Go through the data and copy each line that holds "Abbé".

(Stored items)
________
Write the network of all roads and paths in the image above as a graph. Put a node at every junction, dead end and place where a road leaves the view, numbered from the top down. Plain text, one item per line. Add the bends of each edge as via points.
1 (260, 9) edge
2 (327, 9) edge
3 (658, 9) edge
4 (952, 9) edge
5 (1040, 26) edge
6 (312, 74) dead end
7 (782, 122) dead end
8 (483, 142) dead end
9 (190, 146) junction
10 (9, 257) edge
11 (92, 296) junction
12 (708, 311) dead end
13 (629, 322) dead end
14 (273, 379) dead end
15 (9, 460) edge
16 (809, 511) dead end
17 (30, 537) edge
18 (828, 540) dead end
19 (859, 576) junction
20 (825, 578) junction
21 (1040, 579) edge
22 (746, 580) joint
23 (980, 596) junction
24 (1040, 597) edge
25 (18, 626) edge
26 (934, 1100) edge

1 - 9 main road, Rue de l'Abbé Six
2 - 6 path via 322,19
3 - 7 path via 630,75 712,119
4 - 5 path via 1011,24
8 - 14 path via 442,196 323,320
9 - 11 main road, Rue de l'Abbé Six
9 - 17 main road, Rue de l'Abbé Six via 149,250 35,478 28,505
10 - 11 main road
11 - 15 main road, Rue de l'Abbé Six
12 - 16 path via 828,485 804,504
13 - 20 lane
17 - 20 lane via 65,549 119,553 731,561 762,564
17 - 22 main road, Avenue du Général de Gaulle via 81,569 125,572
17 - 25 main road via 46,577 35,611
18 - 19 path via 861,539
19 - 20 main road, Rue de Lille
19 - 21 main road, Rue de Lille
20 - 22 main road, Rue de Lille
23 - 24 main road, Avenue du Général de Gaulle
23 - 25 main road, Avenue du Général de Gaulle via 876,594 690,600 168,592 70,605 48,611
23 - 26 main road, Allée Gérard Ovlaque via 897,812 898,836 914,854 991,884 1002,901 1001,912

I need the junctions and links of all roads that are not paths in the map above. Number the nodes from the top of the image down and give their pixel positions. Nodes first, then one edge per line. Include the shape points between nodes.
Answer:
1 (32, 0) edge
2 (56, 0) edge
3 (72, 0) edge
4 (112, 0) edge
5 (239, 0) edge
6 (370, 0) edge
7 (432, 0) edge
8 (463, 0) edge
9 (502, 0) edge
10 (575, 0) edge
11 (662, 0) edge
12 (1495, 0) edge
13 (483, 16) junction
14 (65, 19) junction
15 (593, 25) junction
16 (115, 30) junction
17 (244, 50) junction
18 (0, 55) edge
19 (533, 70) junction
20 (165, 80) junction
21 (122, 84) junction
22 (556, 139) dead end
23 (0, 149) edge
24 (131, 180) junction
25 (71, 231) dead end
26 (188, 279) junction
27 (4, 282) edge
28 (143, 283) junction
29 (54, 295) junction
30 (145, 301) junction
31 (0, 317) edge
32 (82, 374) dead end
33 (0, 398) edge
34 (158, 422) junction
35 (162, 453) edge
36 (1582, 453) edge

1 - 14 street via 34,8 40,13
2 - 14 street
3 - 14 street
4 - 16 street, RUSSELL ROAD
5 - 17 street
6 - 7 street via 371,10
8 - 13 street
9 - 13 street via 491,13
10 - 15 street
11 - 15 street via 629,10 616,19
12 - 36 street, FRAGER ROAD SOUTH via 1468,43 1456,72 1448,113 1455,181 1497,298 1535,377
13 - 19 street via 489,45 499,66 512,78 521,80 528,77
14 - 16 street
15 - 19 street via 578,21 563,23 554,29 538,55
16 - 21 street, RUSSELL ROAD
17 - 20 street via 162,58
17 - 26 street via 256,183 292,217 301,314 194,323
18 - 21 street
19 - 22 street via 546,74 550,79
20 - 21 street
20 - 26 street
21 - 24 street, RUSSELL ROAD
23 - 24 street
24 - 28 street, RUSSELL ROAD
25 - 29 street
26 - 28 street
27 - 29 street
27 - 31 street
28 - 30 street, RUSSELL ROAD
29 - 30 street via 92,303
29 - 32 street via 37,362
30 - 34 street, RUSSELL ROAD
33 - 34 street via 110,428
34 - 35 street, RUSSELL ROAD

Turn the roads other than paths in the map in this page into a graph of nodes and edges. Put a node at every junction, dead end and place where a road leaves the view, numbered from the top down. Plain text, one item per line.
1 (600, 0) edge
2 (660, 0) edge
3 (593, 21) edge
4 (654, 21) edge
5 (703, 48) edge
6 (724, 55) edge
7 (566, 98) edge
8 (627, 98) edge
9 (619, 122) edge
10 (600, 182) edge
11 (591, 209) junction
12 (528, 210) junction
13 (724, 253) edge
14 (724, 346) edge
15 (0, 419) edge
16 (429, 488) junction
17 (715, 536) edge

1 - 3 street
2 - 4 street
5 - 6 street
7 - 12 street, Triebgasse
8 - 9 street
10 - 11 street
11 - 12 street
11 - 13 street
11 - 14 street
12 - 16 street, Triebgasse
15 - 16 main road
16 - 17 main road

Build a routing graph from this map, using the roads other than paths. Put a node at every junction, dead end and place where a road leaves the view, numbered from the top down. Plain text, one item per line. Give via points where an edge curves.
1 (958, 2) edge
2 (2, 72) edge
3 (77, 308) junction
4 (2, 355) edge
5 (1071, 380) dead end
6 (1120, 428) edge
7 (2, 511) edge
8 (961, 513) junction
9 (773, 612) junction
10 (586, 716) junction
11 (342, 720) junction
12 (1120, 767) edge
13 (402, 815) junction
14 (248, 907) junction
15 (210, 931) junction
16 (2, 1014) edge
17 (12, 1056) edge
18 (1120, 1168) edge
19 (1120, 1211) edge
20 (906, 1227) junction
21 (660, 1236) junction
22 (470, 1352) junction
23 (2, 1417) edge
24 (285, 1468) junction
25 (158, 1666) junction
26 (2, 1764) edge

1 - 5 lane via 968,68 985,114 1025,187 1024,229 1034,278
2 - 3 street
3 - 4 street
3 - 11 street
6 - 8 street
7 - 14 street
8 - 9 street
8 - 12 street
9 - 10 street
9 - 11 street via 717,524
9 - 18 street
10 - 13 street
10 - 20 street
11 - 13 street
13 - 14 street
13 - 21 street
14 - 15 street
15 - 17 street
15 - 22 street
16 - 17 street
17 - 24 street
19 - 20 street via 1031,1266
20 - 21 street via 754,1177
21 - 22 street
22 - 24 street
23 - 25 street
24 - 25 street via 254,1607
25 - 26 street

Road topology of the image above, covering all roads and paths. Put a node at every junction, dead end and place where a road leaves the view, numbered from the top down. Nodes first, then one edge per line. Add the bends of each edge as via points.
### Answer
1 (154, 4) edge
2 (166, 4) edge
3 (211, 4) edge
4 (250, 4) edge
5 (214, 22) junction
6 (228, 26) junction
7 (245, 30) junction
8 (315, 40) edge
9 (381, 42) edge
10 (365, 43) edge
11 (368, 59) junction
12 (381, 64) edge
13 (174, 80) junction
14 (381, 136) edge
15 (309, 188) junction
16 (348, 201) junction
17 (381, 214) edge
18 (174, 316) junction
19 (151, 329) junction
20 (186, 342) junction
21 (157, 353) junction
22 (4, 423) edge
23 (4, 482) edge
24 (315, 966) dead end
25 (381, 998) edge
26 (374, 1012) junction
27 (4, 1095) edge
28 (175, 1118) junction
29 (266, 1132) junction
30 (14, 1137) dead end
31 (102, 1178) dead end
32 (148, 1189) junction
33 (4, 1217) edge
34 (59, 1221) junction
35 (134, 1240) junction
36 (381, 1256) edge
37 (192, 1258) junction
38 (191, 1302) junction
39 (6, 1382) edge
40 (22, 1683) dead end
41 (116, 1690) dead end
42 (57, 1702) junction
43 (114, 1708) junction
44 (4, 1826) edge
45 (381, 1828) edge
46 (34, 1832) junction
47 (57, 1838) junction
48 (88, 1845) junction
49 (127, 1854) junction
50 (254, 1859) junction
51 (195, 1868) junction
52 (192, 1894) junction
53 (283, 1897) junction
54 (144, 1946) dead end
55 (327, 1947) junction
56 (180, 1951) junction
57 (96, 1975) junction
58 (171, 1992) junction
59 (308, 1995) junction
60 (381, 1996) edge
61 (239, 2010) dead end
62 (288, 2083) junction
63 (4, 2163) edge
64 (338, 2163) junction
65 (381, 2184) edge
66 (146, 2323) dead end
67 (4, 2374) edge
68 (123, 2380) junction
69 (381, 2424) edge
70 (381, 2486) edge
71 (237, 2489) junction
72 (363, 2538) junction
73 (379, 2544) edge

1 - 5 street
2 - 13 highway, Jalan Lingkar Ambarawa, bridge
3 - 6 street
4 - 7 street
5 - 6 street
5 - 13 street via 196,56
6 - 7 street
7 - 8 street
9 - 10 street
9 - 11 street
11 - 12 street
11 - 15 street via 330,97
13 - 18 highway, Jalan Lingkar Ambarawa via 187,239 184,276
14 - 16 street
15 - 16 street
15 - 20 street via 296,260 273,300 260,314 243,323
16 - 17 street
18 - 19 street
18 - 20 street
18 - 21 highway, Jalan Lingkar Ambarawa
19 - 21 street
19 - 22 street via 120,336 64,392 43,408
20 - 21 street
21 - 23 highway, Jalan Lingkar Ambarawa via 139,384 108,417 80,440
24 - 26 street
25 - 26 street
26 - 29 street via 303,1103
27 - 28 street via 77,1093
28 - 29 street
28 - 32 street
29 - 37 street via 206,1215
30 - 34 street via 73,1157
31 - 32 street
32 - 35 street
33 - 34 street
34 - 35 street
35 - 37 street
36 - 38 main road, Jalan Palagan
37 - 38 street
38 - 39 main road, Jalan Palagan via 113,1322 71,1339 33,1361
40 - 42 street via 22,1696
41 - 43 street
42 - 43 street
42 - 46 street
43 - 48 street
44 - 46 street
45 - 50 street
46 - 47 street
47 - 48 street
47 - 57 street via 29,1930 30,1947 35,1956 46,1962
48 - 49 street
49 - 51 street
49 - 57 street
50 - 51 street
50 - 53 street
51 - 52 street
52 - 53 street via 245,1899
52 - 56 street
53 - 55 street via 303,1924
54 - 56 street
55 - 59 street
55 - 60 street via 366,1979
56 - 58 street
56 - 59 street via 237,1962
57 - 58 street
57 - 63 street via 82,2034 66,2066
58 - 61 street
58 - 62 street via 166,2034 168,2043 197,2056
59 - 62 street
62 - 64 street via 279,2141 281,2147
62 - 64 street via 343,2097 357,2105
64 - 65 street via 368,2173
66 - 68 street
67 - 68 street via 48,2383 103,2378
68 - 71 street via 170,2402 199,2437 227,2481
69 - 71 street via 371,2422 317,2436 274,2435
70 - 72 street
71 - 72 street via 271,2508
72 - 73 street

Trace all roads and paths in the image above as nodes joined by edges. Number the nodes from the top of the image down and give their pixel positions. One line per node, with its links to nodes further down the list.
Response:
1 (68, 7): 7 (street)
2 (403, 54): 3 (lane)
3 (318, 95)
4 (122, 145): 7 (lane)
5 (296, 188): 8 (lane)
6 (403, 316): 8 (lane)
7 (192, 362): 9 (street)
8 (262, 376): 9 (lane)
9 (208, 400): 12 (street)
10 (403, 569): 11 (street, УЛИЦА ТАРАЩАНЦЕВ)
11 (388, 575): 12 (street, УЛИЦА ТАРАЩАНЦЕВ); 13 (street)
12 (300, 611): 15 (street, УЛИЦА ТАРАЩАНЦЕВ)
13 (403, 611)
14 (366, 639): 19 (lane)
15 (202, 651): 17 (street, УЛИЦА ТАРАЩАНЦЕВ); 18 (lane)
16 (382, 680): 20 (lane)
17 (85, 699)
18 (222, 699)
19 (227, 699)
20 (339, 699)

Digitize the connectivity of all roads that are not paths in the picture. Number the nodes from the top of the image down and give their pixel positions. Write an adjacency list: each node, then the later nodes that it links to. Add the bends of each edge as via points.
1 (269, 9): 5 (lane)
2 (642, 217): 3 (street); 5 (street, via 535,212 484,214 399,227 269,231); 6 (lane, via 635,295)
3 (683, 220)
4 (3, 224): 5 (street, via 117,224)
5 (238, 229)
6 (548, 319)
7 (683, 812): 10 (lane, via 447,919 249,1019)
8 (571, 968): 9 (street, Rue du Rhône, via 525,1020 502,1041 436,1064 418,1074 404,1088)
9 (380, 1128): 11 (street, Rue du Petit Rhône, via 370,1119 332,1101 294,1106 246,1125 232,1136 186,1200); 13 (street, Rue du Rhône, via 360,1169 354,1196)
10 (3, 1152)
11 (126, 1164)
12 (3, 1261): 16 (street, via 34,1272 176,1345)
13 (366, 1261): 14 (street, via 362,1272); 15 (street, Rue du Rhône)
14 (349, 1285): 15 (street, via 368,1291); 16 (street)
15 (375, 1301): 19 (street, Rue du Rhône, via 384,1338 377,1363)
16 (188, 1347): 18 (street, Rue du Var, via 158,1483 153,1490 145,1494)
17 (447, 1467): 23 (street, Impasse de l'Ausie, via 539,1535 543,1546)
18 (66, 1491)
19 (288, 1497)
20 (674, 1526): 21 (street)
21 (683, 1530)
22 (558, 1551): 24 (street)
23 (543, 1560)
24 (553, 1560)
________
* [EXPECTED ANSWER]
1 - 9 main road, Rue de l'Abbé Six
9 - 11 main road, Rue de l'Abbé Six
9 - 17 main road, Rue de l'Abbé Six via 149,250 35,478 28,505
11 - 15 main road, Rue de l'Abbé Six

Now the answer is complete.